Sunday, March 18, 2012

Bootcamp Week 2 Recap

How was your St. Patrick’s day?  I managed to avoid drinking any green beer or getting pinched!  But sadly, I didn’t get to drink any Killian’s Irish Red either.  And that is my favorite Irish drink.  I also took a green shamrock shot.  It was delicious if you were wondering. 

How did I indulge so much without feeling guilty?  Oh yeah, I also woke up at 7 am on Saturday morning to go on a 10 mile run with my favorite training buddy, Laura.  It was a difficult run, but it was also great!  It wasn’t super speedy, but it got done.  And I am one step closer to running a half marathon in April.

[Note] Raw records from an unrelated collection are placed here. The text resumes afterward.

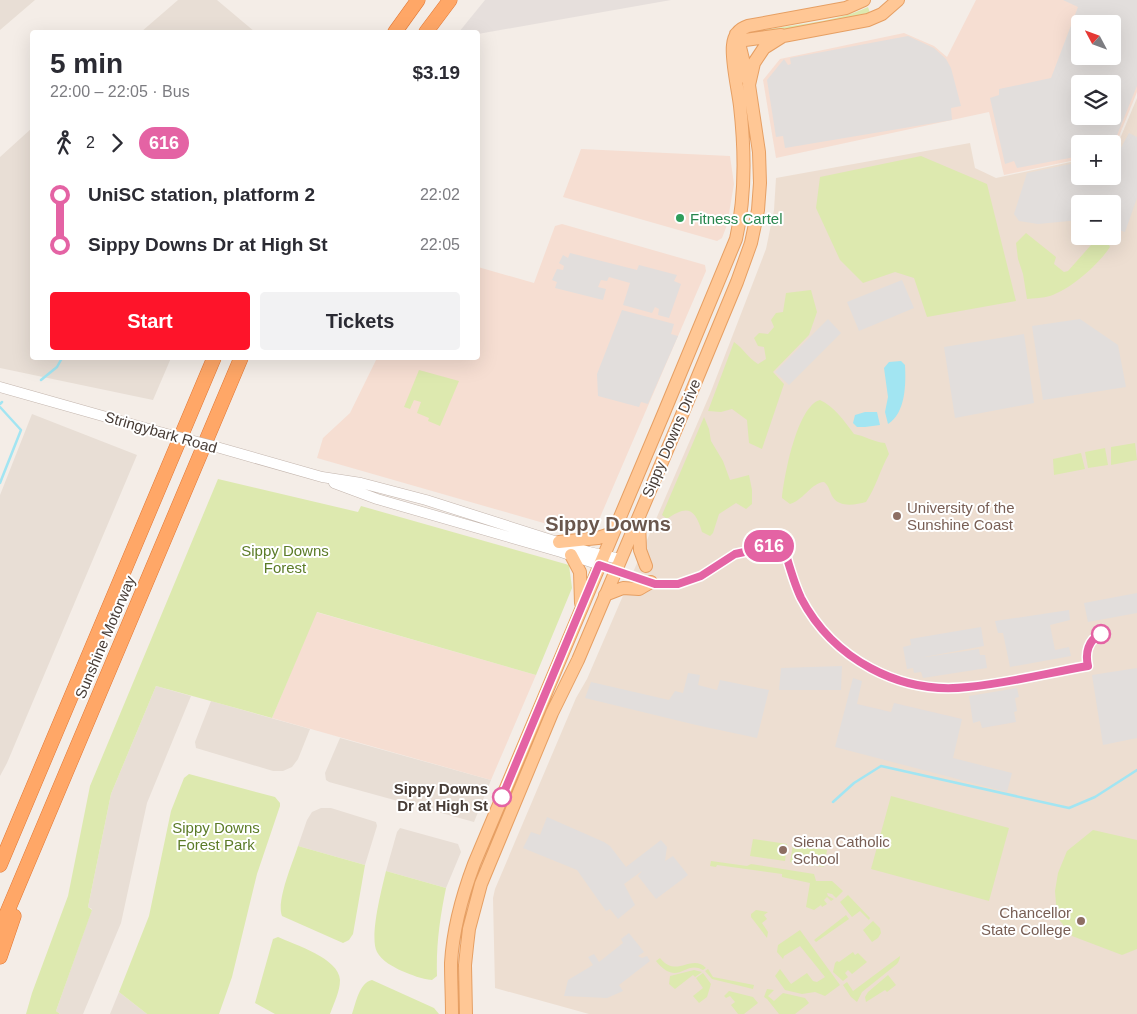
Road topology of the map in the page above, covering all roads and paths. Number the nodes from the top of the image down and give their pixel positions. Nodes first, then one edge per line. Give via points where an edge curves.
1 (418, 0) edge
2 (450, 0) edge
3 (864, 0) edge
4 (898, 0) edge
5 (396, 30) edge
6 (428, 30) edge
7 (736, 34) junction
8 (789, 35) junction
9 (749, 88) junction
10 (213, 360) edge
11 (240, 360) edge
12 (0, 387) edge
13 (322, 477) junction
14 (639, 516) junction
15 (614, 533) junction
16 (559, 542) junction
17 (571, 555) junction
18 (602, 560) junction
19 (618, 565) junction
20 (646, 566) dead end
21 (651, 582) dead end
22 (605, 595) junction
23 (581, 608) junction
24 (55, 798) junction
25 (0, 864) edge
26 (0, 929) edge
27 (0, 957) edge
28 (452, 1014) edge
29 (466, 1014) edge

1 - 5 highway
2 - 6 highway
3 - 7 main road via 846,8 748,26
4 - 8 main road, Sippy Downs Drive via 882,14 868,20
7 - 8 main road via 744,40
7 - 9 main road
7 - 15 main road, Sippy Downs Drive via 732,49 744,168 736,239
8 - 9 main road, Sippy Downs Drive via 758,54
9 - 14 main road, Sippy Downs Drive via 760,170 753,238
10 - 25 highway, Sunshine Motorway
11 - 24 highway, Sunshine Motorway
12 - 13 street, Stringybark Road, bridge
13 - 16 street, Stringybark Road via 370,485
13 - 17 street, Stringybark Road via 377,499
14 - 19 main road, Sippy Downs Drive
14 - 20 main road via 640,550
15 - 16 main road
15 - 18 main road, Sippy Downs Drive
16 - 18 street, Stringybark Road
17 - 18 street, Stringybark Road
17 - 23 main road via 580,572
18 - 19 street, Stringybark Road
18 - 23 main road, Sippy Downs Drive
19 - 22 main road, Sippy Downs Drive
21 - 22 main road via 639,589 623,588
22 - 29 main road, Sippy Downs Drive via 479,890 465,965
23 - 28 main road, Sippy Downs Drive via 463,893 452,954
24 - 26 highway, Sunshine Motorway
24 - 27 highway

Week 2 of bootcamp is over and that means the program is one-quarter finished!  Week two workouts were the same moves from week one except the tempo changed for these workouts.  The movements were slow, but that definitely did not make them easy.  I ended up only doing the first two strength workouts and skipping the third because Laura was here and we had other workouts and plans to attend to.  I also haven’t been following the assigned cardio workouts and have just been doing my own thing with half marathon training sessions. 

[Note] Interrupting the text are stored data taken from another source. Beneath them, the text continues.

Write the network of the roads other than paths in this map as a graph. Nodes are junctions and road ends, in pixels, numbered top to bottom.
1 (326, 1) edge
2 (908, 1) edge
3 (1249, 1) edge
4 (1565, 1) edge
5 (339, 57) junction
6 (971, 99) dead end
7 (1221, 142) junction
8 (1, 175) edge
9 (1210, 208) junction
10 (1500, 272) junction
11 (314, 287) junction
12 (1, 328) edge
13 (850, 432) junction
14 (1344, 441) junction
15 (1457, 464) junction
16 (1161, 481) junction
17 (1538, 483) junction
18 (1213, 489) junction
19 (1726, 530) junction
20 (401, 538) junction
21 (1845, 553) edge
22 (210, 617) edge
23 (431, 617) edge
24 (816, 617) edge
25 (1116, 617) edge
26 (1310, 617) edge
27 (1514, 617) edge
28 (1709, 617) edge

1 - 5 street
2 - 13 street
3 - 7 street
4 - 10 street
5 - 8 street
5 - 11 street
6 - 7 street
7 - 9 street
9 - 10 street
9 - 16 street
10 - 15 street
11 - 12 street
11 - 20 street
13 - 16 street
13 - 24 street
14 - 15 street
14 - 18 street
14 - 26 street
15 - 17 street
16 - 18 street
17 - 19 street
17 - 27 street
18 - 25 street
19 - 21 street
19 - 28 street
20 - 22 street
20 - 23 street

This week also marked the start of my half-Ironman training plan!  In 18 short weeks I will be racing my longest triathlon yet!  I’m excited but also a little nervous about the training volume and actually completing the race.  But hopefully training will go smoothly and I will have no problems.  I’ll keep my fingers crossed. 

My workouts for the week looked like this

  • Monday:  15 minute elliptcal warm-up, Bootcamp workout A, 1000m swim
  • Tuesday: 1 hour spin class, 3 mile tempo run
  • Wednesday: 20 mile bike, Bootcamp workout B
  • Thursday:  no workouts, busy cooking up a storm
  • Friday:  5 mile walk
  • Saturday: 10 mile run (1:40) + bonus: lots of walking around in the city
  • Sunday:  20 mile bike ride, 3 mile walk

So I didn’t get in near enough swims this week (only 1! eek!) and only got two runs in when I should be getting three.  I am hoping to be a little better about that in the coming weeks. 

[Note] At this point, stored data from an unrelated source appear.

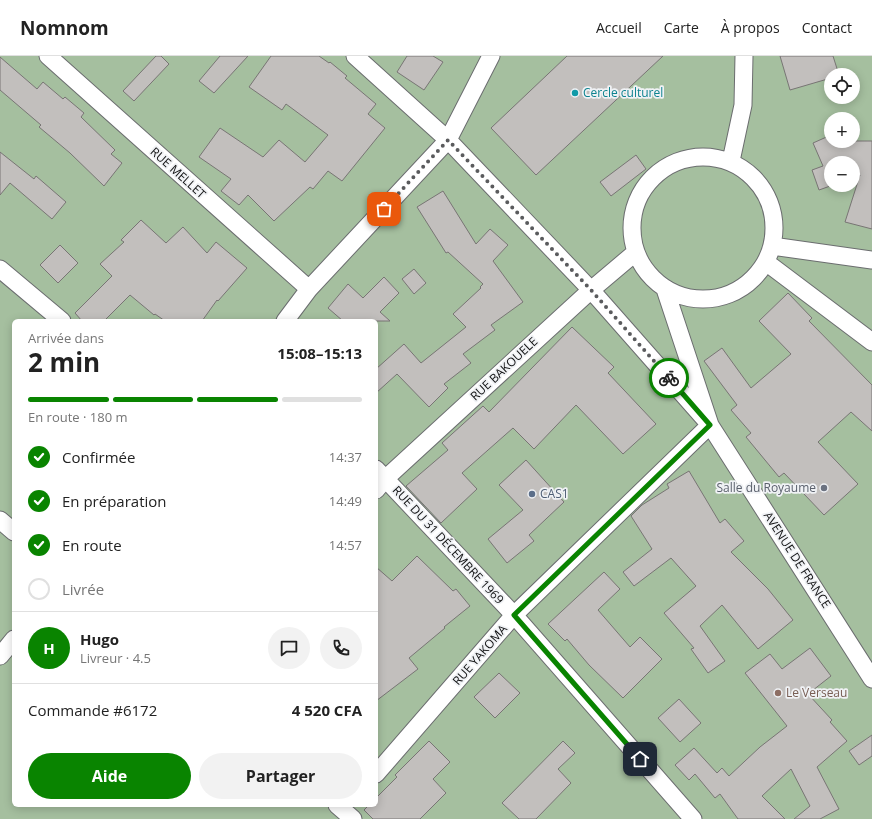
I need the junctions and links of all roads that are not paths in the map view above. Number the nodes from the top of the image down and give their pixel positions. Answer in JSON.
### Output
{"nodes":[{"id":1,"x":48,"y":56,"type":"edge"},
{"id":2,"x":355,"y":56,"type":"edge"},
{"id":3,"x":491,"y":56,"type":"edge"},
{"id":4,"x":744,"y":56,"type":"edge"},
{"id":5,"x":448,"y":140,"type":"junction"},
{"id":6,"x":731,"y":161,"type":"junction"},
{"id":7,"x":772,"y":246,"type":"junction"},
{"id":8,"x":636,"y":252,"type":"junction"},
{"id":9,"x":872,"y":260,"type":"edge"},
{"id":10,"x":766,"y":262,"type":"junction"},
{"id":11,"x":0,"y":268,"type":"edge"},
{"id":12,"x":309,"y":289,"type":"junction"},
{"id":13,"x":665,"y":289,"type":"junction"},
{"id":14,"x":591,"y":290,"type":"junction"},
{"id":15,"x":60,"y":319,"type":"edge"},
{"id":16,"x":286,"y":319,"type":"edge"},
{"id":17,"x":872,"y":342,"type":"edge"},
{"id":18,"x":710,"y":425,"type":"junction"},
{"id":19,"x":379,"y":479,"type":"edge"},
{"id":20,"x":0,"y":520,"type":"edge"},
{"id":21,"x":12,"y":530,"type":"edge"},
{"id":22,"x":514,"y":615,"type":"junction"},
{"id":23,"x":12,"y":641,"type":"edge"},
{"id":24,"x":0,"y":656,"type":"edge"},
{"id":25,"x":872,"y":679,"type":"edge"},
{"id":26,"x":378,"y":772,"type":"edge"},
{"id":27,"x":693,"y":819,"type":"edge"}],
"edges":[{"from":1,"to":12,"type":"street","name":"RUE MELLET"},
{"from":2,"to":5,"type":"street","name":"AVENUE DE FRANCE"},
{"from":3,"to":5,"type":"street"},
{"from":4,"to":6,"type":"street"},
{"from":5,"to":12,"type":"street"},
{"from":5,"to":14,"type":"street","name":"AVENUE DE FRANCE"},
{"from":6,"to":7,"type":"street"},
{"from":6,"to":8,"type":"street"},
{"from":7,"to":9,"type":"street"},
{"from":7,"to":10,"type":"street"},
{"from":8,"to":13,"type":"street"},
{"from":8,"to":14,"type":"street","name":"RUE BAKOUELE"},
{"from":10,"to":13,"type":"street"},
{"from":10,"to":17,"type":"street"},
{"from":11,"to":15,"type":"street"},
{"from":12,"to":16,"type":"street"},
{"from":13,"to":18,"type":"street"},
{"from":14,"to":18,"type":"street","name":"AVENUE DE FRANCE"},
{"from":14,"to":19,"type":"street","name":"RUE BAKOUELE"},
{"from":18,"to":22,"type":"street","name":"RUE YAKOMA"},
{"from":18,"to":25,"type":"street","name":"AVENUE DE FRANCE"},
{"from":19,"to":22,"type":"street","name":"RUE DU 31 DÉCEMBRE 1969"},
{"from":20,"to":21,"type":"street"},
{"from":22,"to":26,"type":"street","name":"RUE YAKOMA"},
{"from":22,"to":27,"type":"street","name":"RUE DU 31 DÉCEMBRE 1969"},
{"from":23,"to":24,"type":"street"}]}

I didn’t get nearly as sore this week from the strength training workouts as I did last week.  Just a little soreness in my shoulders and back and that was it.  Overall, I am noticing I am much more hungry this week, which is probably due to the increased volume of training.  My workout motivation mojo has been continuing this week and I’ve been excited to get my workouts in each day.

Phase Two starts tomorrow which means different workouts this week! 

Do you have your workouts for the week planned?  Or do you just wing it?